Meta-analysis of the controlled trials
MELD
Eleven studies reported MELD scores during the follow-up period. At baseline, there was no significant difference between the MSC and control groups (SMD = −0.05, 95% CI −0.20 to 0.11; I2 = 0%, P = 0.73). After treatment, the magnitude of the decrease in the MELD score was greater in the MSC group compared with the control group and was statistically significant at week 2 (SMD = −0.88, 95% CI −1.67 to −0.09; I2 = 87%, P < 0.01), week 4 (SMD = −0.72, 95% CI −1.35 to −0.09; I2 = 91%, P < 0.01), week 8 (SMD = −0.66, 95% CI −1.28 to −0.04; I2 = 91%, P < 0.01), week 12 (SMD = −0.81, 95% CI −1.35 to −0.28; I2 = 88%, P < 0.01), and week 24 (SMD = −1.33, 95% CI −2.34 to −0.32; I2 = 93%, P < 0.01), but not at week 36 (SMD = −0.66, 95% CI −1.58 to 0.27; I2 = 68%, P = 0.08) or week 48 (SMD = −0.25, 95% CI −1.01 to 0.50; I2 = 73%, P = 0.03). These results are shown in Fig. 3.
Significant heterogeneity existed at most time points. Sensitivity analyses showed that one study [31] affected the heterogeneity the most (see Additional file 2).
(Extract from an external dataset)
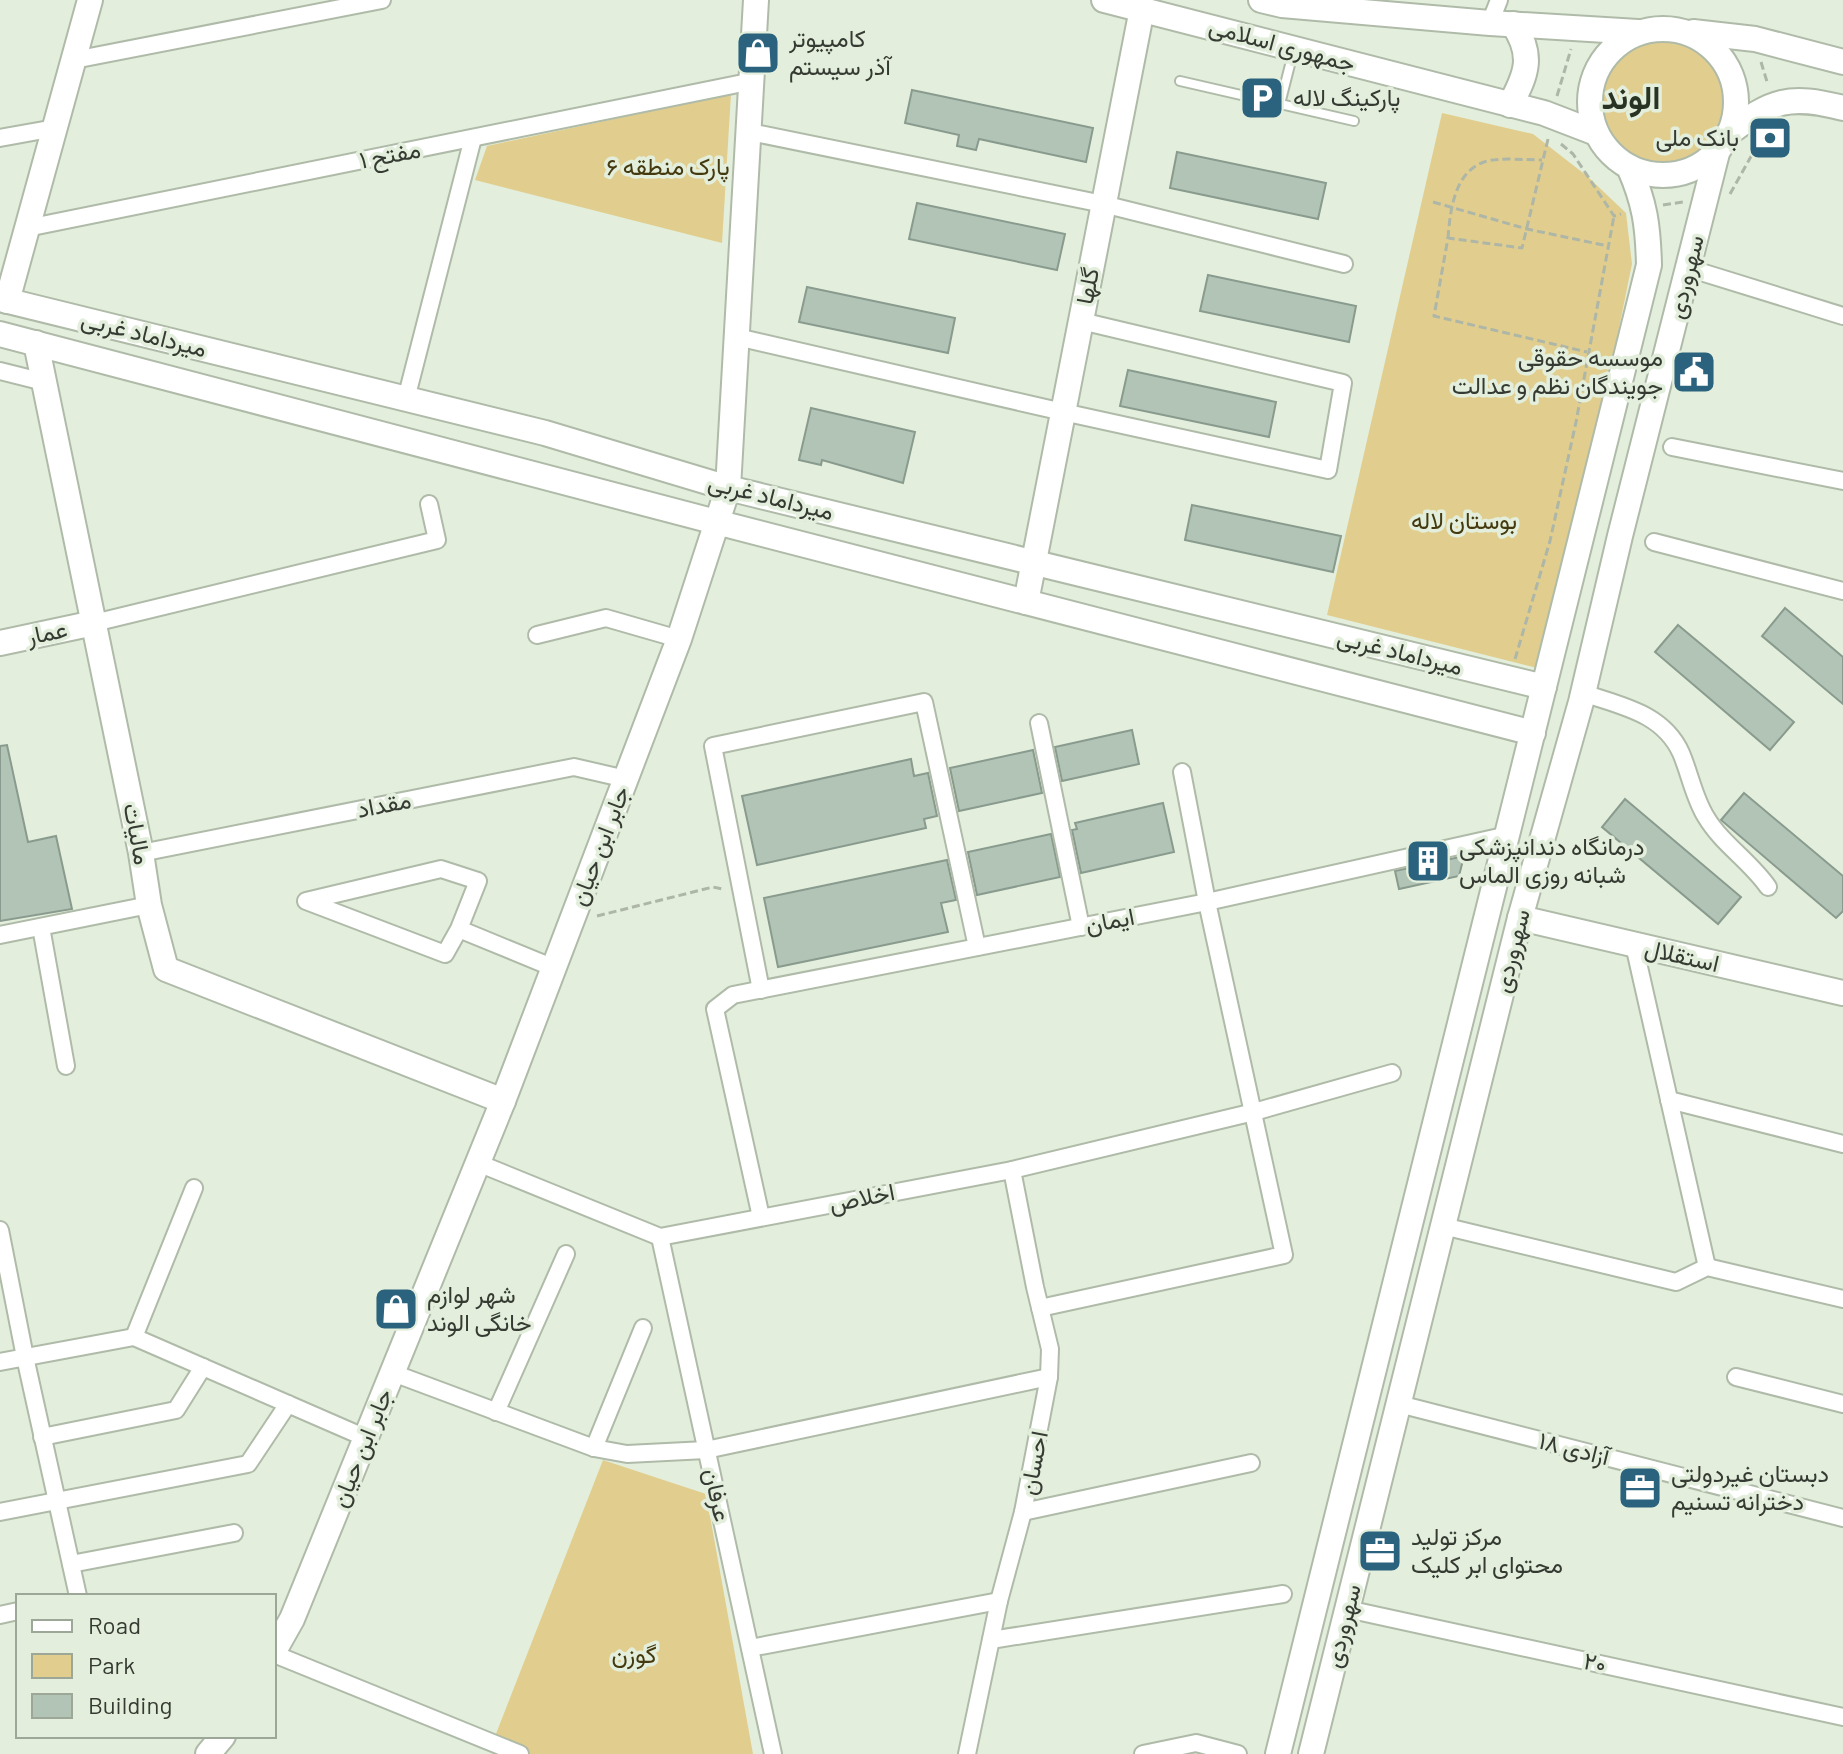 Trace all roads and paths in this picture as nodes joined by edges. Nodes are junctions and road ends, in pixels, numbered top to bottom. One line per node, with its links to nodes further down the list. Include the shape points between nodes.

After excluding that study, the heterogeneity decreased at each time point. Publication bias was not assessed because of an insufficient number of studies.
ALB level
Eighteen studies reported ALB data during the follow-up period. After treatment, the magnitude of the increase in the ALB level was greater in the MSC group compared with the control group, and this difference was statistically significant at week 2 (SMD = 0.72, 95% CI 0.23 to 1.21; I2 = 79%, P < 0.01), week 4 (SMD = 0.42, 95% CI 0.11 to 0.73; I2 = 76%, P < 0.01), week 8 (SMD = 0.58, 95% CI 0.10 to 1.05; I2 = 80%, P < 0.01), week 12 (SMD = 0.54, 95% CI 0.20 to 0.89; I2 = 79%, P < 0.01), week 24 (SMD = 0.79, 95% CI 0.29 to 1.29; I2 = 84%, P < 0.01), and week 36 (SMD = 0.72, 95% CI 0.18 to 1.25; I2 = 0%, P = 0.81) after treatment, but not at week 48 (SMD = 0.48, 95% CI -0.20 to 1.17; I2 = 34%, P = 0.22). Additionally, the ALB level was significantly higher in the MSC group than in the control group at baseline (SMD = 0.16, 95% CI 0.02 to 0.29; I2 = 0%, P = 0.92). These results are shown in Fig. 3.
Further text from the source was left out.